• Problem statement
Print each of the entries exactly, leaving nothing out.

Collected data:
* * *

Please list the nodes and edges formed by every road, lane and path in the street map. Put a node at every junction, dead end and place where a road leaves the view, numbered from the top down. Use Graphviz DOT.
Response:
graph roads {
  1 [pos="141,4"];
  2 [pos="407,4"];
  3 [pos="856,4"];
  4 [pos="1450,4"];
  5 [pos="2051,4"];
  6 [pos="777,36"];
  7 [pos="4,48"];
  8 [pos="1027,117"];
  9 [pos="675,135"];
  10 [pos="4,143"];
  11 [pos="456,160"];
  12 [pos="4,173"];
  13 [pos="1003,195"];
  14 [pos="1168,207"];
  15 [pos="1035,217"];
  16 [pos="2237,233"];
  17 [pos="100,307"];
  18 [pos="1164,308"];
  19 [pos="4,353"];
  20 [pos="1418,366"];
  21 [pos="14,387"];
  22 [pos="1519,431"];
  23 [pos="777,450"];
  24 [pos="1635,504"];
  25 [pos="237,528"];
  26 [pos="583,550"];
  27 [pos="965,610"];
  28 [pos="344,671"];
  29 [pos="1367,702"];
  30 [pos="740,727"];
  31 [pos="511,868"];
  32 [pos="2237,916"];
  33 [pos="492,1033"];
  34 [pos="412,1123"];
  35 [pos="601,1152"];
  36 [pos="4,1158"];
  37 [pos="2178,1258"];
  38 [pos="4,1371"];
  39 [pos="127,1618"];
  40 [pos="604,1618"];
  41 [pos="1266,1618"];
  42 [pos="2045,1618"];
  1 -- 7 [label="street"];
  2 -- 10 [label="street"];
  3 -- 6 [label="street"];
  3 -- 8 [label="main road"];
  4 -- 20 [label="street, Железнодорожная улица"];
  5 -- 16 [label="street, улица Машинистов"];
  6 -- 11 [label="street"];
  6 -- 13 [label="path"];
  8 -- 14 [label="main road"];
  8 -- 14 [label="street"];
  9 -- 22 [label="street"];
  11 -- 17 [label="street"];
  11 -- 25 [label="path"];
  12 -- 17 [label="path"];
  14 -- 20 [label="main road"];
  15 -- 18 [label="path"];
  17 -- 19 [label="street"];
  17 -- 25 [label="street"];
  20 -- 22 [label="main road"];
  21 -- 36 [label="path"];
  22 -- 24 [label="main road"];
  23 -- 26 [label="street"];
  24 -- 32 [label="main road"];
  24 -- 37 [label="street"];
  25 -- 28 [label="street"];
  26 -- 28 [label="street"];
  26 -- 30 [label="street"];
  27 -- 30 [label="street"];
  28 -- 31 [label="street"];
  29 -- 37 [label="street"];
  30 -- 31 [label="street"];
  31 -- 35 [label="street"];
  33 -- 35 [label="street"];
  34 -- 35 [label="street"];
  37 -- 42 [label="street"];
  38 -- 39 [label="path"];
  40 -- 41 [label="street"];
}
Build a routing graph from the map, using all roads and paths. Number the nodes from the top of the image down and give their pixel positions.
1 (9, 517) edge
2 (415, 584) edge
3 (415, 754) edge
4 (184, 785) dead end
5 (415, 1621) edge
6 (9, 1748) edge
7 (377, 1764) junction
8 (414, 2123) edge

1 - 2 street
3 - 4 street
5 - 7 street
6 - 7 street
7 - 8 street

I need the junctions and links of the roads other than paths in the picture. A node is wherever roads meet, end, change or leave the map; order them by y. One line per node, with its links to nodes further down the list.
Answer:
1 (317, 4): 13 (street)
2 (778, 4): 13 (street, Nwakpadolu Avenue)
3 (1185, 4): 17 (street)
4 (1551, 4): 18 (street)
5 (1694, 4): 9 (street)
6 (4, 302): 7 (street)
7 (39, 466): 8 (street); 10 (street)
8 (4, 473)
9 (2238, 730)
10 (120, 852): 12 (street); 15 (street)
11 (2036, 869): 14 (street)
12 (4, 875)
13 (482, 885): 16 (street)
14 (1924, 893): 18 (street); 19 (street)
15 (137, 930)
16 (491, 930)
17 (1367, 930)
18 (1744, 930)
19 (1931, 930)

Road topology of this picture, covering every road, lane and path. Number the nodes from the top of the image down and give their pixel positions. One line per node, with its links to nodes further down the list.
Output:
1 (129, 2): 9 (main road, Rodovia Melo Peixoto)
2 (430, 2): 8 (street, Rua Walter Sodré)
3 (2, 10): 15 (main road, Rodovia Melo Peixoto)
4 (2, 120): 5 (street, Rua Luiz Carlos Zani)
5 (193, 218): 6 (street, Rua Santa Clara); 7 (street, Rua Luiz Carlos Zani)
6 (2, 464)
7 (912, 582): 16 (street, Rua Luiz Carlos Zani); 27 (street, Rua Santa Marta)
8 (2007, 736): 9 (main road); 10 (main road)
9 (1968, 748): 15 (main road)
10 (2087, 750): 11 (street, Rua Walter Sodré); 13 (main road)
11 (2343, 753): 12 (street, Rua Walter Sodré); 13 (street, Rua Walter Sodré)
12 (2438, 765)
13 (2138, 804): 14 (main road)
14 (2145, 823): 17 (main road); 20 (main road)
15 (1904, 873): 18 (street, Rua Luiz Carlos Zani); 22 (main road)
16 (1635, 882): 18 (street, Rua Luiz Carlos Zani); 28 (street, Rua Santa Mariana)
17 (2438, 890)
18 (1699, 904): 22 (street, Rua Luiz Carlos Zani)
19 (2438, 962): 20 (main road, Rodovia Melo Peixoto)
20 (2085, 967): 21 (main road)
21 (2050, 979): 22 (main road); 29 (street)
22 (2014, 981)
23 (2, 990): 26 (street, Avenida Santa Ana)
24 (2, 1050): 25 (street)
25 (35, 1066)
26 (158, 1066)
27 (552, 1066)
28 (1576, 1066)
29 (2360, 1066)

* * *

• Answer space
Please list the nodes and edges formed by every road, lane and path in the street map. Put a node at every junction, dead end and place where a road leaves the view, numbered from the top down. Use Graphviz DOT.
Response:
graph roads {
  1 [pos="141,4"];
  2 [pos="407,4"];
  3 [pos="856,4"];
  4 [pos="1450,4"];
  5 [pos="2051,4"];
  6 [pos="777,36"];
  7 [pos="4,48"];
  8 [pos="1027,117"];
  9 [pos="675,135"];
  10 [pos="4,143"];
  11 [pos="456,160"];
  12 [pos="4,173"];
  13 [pos="1003,195"];
  14 [pos="1168,207"];
  15 [pos="1035,217"];
  16 [pos="2237,233"];
  17 [pos="100,307"];
  18 [pos="1164,308"];
  19 [pos="4,353"];
  20 [pos="1418,366"];
  21 [pos="14,387"];
  22 [pos="1519,431"];
  23 [pos="777,450"];
  24 [pos="1635,504"];
  25 [pos="237,528"];
  26 [pos="583,550"];
  27 [pos="965,610"];
  28 [pos="344,671"];
  29 [pos="1367,702"];
  30 [pos="740,727"];
  31 [pos="511,868"];
  32 [pos="2237,916"];
  33 [pos="492,1033"];
  34 [pos="412,1123"];
  35 [pos="601,1152"];
  36 [pos="4,1158"];
  37 [pos="2178,1258"];
  38 [pos="4,1371"];
  39 [pos="127,1618"];
  40 [pos="604,1618"];
  41 [pos="1266,1618"];
  42 [pos="2045,1618"];
  1 -- 7 [label="street"];
  2 -- 10 [label="street"];
  3 -- 6 [label="street"];
  3 -- 8 [label="main road"];
  4 -- 20 [label="street, Железнодорожная улица"];
  5 -- 16 [label="street, улица Машинистов"];
  6 -- 11 [label="street"];
  6 -- 13 [label="path"];
  8 -- 14 [label="main road"];
  8 -- 14 [label="street"];
  9 -- 22 [label="street"];
  11 -- 17 [label="street"];
  11 -- 25 [label="path"];
  12 -- 17 [label="path"];
  14 -- 20 [label="main road"];
  15 -- 18 [label="path"];
  17 -- 19 [label="street"];
  17 -- 25 [label="street"];
  20 -- 22 [label="main road"];
  21 -- 36 [label="path"];
  22 -- 24 [label="main road"];
  23 -- 26 [label="street"];
  24 -- 32 [label="main road"];
  24 -- 37 [label="street"];
  25 -- 28 [label="street"];
  26 -- 28 [label="street"];
  26 -- 30 [label="street"];
  27 -- 30 [label="street"];
  28 -- 31 [label="street"];
  29 -- 37 [label="street"];
  30 -- 31 [label="street"];
  31 -- 35 [label="street"];
  33 -- 35 [label="street"];
  34 -- 35 [label="street"];
  37 -- 42 [label="street"];
  38 -- 39 [label="path"];
  40 -- 41 [label="street"];
}
Build a routing graph from the map, using all roads and paths. Number the nodes from the top of the image down and give their pixel positions.
1 (9, 517) edge
2 (415, 584) edge
3 (415, 754) edge
4 (184, 785) dead end
5 (415, 1621) edge
6 (9, 1748) edge
7 (377, 1764) junction
8 (414, 2123) edge

1 - 2 street
3 - 4 street
5 - 7 street
6 - 7 street
7 - 8 street

I need the junctions and links of the roads other than paths in the picture. A node is wherever roads meet, end, change or leave the map; order them by y. One line per node, with its links to nodes further down the list.
Answer:
1 (317, 4): 13 (street)
2 (778, 4): 13 (street, Nwakpadolu Avenue)
3 (1185, 4): 17 (street)
4 (1551, 4): 18 (street)
5 (1694, 4): 9 (street)
6 (4, 302): 7 (street)
7 (39, 466): 8 (street); 10 (street)
8 (4, 473)
9 (2238, 730)
10 (120, 852): 12 (street); 15 (street)
11 (2036, 869): 14 (street)
12 (4, 875)
13 (482, 885): 16 (street)
14 (1924, 893): 18 (street); 19 (street)
15 (137, 930)
16 (491, 930)
17 (1367, 930)
18 (1744, 930)
19 (1931, 930)

Road topology of this picture, covering every road, lane and path. Number the nodes from the top of the image down and give their pixel positions. One line per node, with its links to nodes further down the list.
Output:
1 (129, 2): 9 (main road, Rodovia Melo Peixoto)
2 (430, 2): 8 (street, Rua Walter Sodré)
3 (2, 10): 15 (main road, Rodovia Melo Peixoto)
4 (2, 120): 5 (street, Rua Luiz Carlos Zani)
5 (193, 218): 6 (street, Rua Santa Clara); 7 (street, Rua Luiz Carlos Zani)
6 (2, 464)
7 (912, 582): 16 (street, Rua Luiz Carlos Zani); 27 (street, Rua Santa Marta)
8 (2007, 736): 9 (main road); 10 (main road)
9 (1968, 748): 15 (main road)
10 (2087, 750): 11 (street, Rua Walter Sodré); 13 (main road)
11 (2343, 753): 12 (street, Rua Walter Sodré); 13 (street, Rua Walter Sodré)
12 (2438, 765)
13 (2138, 804): 14 (main road)
14 (2145, 823): 17 (main road); 20 (main road)
15 (1904, 873): 18 (street, Rua Luiz Carlos Zani); 22 (main road)
16 (1635, 882): 18 (street, Rua Luiz Carlos Zani); 28 (street, Rua Santa Mariana)
17 (2438, 890)
18 (1699, 904): 22 (street, Rua Luiz Carlos Zani)
19 (2438, 962): 20 (main road, Rodovia Melo Peixoto)
20 (2085, 967): 21 (main road)
21 (2050, 979): 22 (main road); 29 (street)
22 (2014, 981)
23 (2, 990): 26 (street, Avenida Santa Ana)
24 (2, 1050): 25 (street)
25 (35, 1066)
26 (158, 1066)
27 (552, 1066)
28 (1576, 1066)
29 (2360, 1066)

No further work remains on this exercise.